Personne n’avait bougé. Maheu était toujours au bord de la table, abattu. Le vieux Bonnemort et les petits se serraient sur le banc, pour avoir moins froid. Et on ne s’était pas dit une parole, seule la chandelle avait brûlé, si courte, que la lumière elle-même bientôt leur manquerait. Au bruit de la porte, les enfants tournèrent la tête ; mais, en voyant que la mère ne rapportait rien, ils se remirent à regarder par terre, renfonçant une grosse envie de pleurer, de peur qu’on ne les grondât. La Maheude était retombée à sa place, près du feu mourant. On ne la questionna point, le silence continua. Tous avaient compris, ils jugeaient inutile de se fatiguer encore à causer ; et c’était maintenant une attente anéantie, sans courage, l’attente dernière du secours qu’Étienne, peut-être, allait déterrer quelque part. Les minutes s’écoulaient, ils finissaient par ne plus y compter.

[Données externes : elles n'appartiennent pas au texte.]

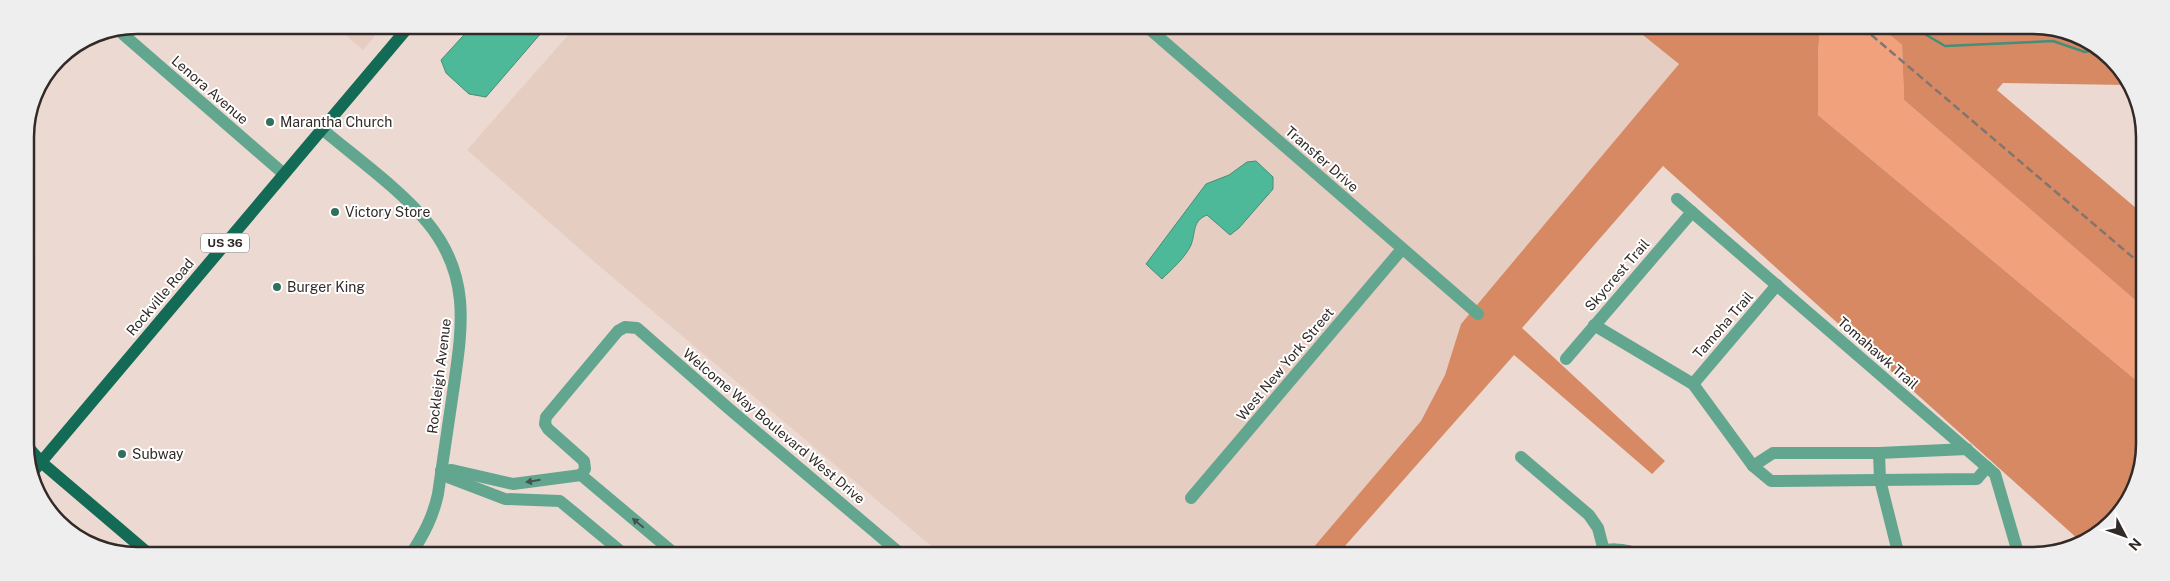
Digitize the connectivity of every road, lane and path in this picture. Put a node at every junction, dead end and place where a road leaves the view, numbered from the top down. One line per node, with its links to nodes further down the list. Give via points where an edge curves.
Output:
1 (402, 34): 4 (main road, Rockville Road / US 36)
2 (1155, 34): 8 (street, Transfer Drive)
3 (123, 35): 5 (street, Lenora Avenue)
4 (322, 129): 5 (main road, Rockville Road / US 36); 22 (street, Rockleigh Avenue, via 418,212 436,234 452,265 460,296 462,327)
5 (284, 174): 18 (main road, Rockville Road / US 36)
6 (1677, 199): 7 (street, Tomahawk Trail)
7 (1692, 212): 9 (street, Tomahawk Trail); 11 (street, Skycrest Trail)
8 (1402, 249): 10 (street, Transfer Drive); 25 (street, West New York Street)
9 (1777, 285): 13 (street, Tamoha Trail); 14 (street, Tomahawk Trail)
10 (1478, 314)
11 (1594, 325): 12 (street, Skycrest Trail); 13 (street)
12 (1566, 358)
13 (1693, 384): 19 (street)
14 (1967, 449): 15 (street); 20 (street, Tomahawk Trail)
15 (1878, 453): 19 (street, via 1773,453); 24 (street)
16 (35, 455): 18 (main road)
17 (1521, 457): 31 (street, via 1589,515 1598,528)
18 (41, 462): 21 (main road, Rockville Road / US 36); 26 (main road)
19 (1753, 466): 24 (street, via 1771,481)
20 (1987, 467): 24 (street, via 1977,478); 33 (street, Tomahawk Trail, via 1995,474)
21 (36, 468)
22 (441, 471): 23 (street, one-way to 22, via 513,484 452,470); 27 (street, Rockleigh Avenue, via 434,513); 28 (street, via 450,478 505,499 560,501)
23 (581, 475): 29 (street, one-way to 23); 30 (street, Welcome Way Boulevard West Drive, via 585,469 584,461 549,431 545,423 547,415 618,331 625,326 637,328)
24 (1880, 480): 32 (street)
25 (1191, 498)
26 (141, 547)
27 (416, 547)
28 (616, 547)
29 (667, 547)
30 (892, 547)
31 (1603, 547)
32 (1897, 547)
33 (2016, 547)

Lorsque Étienne reparut, il avait, dans un torchon, une douzaine de pommes de terre, cuites et refroidies.
- Voilà tout ce que j’ai trouvé, dit-il.
Chez la Mouquette, le pain manquait également : c’était son dîner qu’elle lui avait mis de force dans ce torchon, en le baisant de tout son cœur.
- Merci, répondit-il à la Maheude qui lui offrait sa part. J’ai mangé là-bas.

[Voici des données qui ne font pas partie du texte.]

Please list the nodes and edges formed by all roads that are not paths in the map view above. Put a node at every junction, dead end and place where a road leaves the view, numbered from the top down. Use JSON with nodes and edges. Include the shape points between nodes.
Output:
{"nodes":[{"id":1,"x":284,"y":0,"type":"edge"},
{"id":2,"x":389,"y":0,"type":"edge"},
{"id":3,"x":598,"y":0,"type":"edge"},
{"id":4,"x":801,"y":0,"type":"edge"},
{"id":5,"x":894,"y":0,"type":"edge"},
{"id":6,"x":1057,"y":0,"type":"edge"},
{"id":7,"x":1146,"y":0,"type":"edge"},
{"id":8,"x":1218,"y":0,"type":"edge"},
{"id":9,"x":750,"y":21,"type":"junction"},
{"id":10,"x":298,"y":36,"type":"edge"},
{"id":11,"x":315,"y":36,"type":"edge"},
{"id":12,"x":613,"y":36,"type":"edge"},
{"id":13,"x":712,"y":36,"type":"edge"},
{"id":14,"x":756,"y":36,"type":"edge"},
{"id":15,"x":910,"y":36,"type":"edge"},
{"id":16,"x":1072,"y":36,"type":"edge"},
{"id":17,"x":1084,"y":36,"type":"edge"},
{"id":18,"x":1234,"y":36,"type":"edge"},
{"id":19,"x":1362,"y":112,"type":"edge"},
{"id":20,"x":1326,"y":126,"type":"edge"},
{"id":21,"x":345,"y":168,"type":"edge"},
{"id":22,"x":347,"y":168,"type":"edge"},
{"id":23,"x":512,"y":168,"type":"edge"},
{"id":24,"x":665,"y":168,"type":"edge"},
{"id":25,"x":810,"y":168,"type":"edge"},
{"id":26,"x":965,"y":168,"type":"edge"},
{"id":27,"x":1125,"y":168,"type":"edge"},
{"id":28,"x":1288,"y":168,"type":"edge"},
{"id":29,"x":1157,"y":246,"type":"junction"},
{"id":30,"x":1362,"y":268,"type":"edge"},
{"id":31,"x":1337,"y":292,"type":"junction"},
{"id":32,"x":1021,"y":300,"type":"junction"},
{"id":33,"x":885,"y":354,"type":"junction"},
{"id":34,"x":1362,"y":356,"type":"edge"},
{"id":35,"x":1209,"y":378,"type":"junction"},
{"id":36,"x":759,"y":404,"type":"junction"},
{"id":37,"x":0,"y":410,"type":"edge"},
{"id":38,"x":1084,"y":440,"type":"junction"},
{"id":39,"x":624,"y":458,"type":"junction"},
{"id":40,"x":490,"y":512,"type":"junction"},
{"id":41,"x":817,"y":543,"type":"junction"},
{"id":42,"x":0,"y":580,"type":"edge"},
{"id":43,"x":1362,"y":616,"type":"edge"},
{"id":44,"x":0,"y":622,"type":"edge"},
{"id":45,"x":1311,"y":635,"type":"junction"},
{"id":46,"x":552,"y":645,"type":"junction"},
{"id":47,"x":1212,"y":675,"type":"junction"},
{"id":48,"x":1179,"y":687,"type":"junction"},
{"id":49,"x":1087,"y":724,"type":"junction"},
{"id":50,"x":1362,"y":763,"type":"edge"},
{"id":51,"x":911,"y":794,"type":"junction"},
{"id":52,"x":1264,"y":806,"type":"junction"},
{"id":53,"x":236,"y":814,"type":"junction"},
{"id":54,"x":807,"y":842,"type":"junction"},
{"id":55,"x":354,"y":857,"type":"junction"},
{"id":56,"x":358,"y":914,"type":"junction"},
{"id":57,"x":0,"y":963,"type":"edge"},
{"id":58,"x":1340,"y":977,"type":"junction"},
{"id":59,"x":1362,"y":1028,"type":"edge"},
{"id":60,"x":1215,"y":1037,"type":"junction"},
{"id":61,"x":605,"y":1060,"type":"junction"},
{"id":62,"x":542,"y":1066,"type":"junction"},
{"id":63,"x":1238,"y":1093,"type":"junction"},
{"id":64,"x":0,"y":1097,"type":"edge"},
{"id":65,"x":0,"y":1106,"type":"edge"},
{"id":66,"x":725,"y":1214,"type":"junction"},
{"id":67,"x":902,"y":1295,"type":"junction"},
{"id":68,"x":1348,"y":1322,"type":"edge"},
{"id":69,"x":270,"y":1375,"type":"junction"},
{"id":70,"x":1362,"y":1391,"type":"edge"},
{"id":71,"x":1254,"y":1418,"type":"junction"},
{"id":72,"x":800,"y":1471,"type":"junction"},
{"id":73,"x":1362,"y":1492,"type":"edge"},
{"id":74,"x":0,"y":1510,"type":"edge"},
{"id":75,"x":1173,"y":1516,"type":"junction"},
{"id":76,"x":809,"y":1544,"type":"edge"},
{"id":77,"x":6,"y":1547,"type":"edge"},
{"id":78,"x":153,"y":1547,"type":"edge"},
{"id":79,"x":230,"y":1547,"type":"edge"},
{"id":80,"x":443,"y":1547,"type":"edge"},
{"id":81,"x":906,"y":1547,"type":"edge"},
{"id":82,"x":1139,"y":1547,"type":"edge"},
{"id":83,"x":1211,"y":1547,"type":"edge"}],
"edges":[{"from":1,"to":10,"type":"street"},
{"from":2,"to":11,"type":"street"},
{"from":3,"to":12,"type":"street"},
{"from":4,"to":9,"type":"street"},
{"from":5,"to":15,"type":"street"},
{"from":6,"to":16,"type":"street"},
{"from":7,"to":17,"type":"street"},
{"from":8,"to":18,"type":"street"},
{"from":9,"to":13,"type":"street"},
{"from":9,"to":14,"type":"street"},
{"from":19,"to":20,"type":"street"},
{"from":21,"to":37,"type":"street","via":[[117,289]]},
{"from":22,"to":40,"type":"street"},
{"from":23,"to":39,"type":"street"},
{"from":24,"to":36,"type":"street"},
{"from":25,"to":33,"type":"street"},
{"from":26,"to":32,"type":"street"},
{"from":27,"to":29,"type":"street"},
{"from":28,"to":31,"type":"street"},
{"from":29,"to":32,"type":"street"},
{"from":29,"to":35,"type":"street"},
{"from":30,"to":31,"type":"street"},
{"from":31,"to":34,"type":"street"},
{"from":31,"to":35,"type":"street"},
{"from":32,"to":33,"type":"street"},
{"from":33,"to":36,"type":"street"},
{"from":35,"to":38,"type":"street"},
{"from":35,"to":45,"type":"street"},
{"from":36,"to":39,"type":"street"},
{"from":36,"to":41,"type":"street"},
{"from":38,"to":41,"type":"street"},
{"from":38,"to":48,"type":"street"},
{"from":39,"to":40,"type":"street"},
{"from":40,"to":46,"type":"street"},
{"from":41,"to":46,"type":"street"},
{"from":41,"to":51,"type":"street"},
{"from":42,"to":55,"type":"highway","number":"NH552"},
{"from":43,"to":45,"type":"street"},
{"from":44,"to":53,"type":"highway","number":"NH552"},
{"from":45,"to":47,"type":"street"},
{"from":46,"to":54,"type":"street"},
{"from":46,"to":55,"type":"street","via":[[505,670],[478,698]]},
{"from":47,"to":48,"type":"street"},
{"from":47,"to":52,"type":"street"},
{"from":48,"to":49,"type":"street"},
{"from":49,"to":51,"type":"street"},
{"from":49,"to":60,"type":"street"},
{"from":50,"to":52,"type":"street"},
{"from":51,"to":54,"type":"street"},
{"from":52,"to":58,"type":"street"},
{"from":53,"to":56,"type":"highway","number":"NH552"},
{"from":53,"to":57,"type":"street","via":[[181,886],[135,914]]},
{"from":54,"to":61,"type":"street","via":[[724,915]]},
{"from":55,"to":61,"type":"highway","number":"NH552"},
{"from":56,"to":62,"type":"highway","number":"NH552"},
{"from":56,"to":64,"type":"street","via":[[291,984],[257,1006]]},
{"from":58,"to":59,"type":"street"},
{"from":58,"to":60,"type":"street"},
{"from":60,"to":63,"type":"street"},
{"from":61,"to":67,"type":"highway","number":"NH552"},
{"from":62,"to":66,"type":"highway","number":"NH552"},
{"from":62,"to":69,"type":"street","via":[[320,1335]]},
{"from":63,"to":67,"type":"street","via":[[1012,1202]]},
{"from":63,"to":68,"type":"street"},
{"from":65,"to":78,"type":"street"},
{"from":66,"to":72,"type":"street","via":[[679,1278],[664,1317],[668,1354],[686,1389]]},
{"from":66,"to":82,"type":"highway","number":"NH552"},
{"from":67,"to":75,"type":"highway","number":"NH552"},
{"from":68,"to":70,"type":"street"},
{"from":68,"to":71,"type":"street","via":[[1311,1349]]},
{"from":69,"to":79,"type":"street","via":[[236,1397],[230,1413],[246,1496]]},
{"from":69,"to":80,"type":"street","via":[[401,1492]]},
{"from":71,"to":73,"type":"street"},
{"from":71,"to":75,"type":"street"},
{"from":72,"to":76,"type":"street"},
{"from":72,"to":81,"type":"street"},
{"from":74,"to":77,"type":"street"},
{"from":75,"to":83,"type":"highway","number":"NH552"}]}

Il mentait, il regardait d’un air sombre les enfants se jeter sur la nourriture. Le père et la mère, eux aussi, se retenaient, afin d’en laisser davantage ; mais le vieux, goulument, avalait tout. On dut lui reprendre une pomme de terre pour Alzire.
Alors, Étienne dit qu’il avait appris des nouvelles. La Compagnie, irritée de l’entêtement des grévistes, parlait de rendre leurs livrets aux mineurs compromis. Elle voulait la guerre, décidément. Et un bruit plus grave circulait, elle se vantait d’avoir décidé un grand nombre d’ouvriers à redescendre : le lendemain, la Victoire et Feutry-Cantel devaient être au complet ; même il y aurait, à Madeleine et à Mirou, un tiers des hommes. Les Maheu furent exaspérés.
- Nom de Dieu ! cria le père, s’il y a des traîtres, faut régler leur compte !
Et, debout, cédant à l’emportement de sa souffrance :
- À demain soir, dans la forêt !… Puisqu’on nous empêche de nous entendre au Bon-Joyeux, c’est dans la forêt que nous serons chez nous.
Ce cri avait réveillé le vieux Bonnemort, que sa gloutonnerie assoupissait. C’était le cri ancien de ralliement, le rendez-vous où les mineurs de jadis allaient comploter leur résistance aux soldats du roi.
- Oui, oui, à Vandame ! J’en suis, si l’on va là-bas !
La Maheude eut un geste énergique.
- Nous irons tous. Ça finira, ces injustices et ces traîtrises !
Étienne décida que le rendez-vous serait donné à tous les corons, pour le lendemain soir. Mais le feu était mort, comme chez les Levaque, et la chandelle brusquement s’éteignit. Il n’y avait plus de houille, plus de pétrole, il fallut se coucher à tâtons, dans le grand froid qui pinçait la peau. Les petits pleuraient.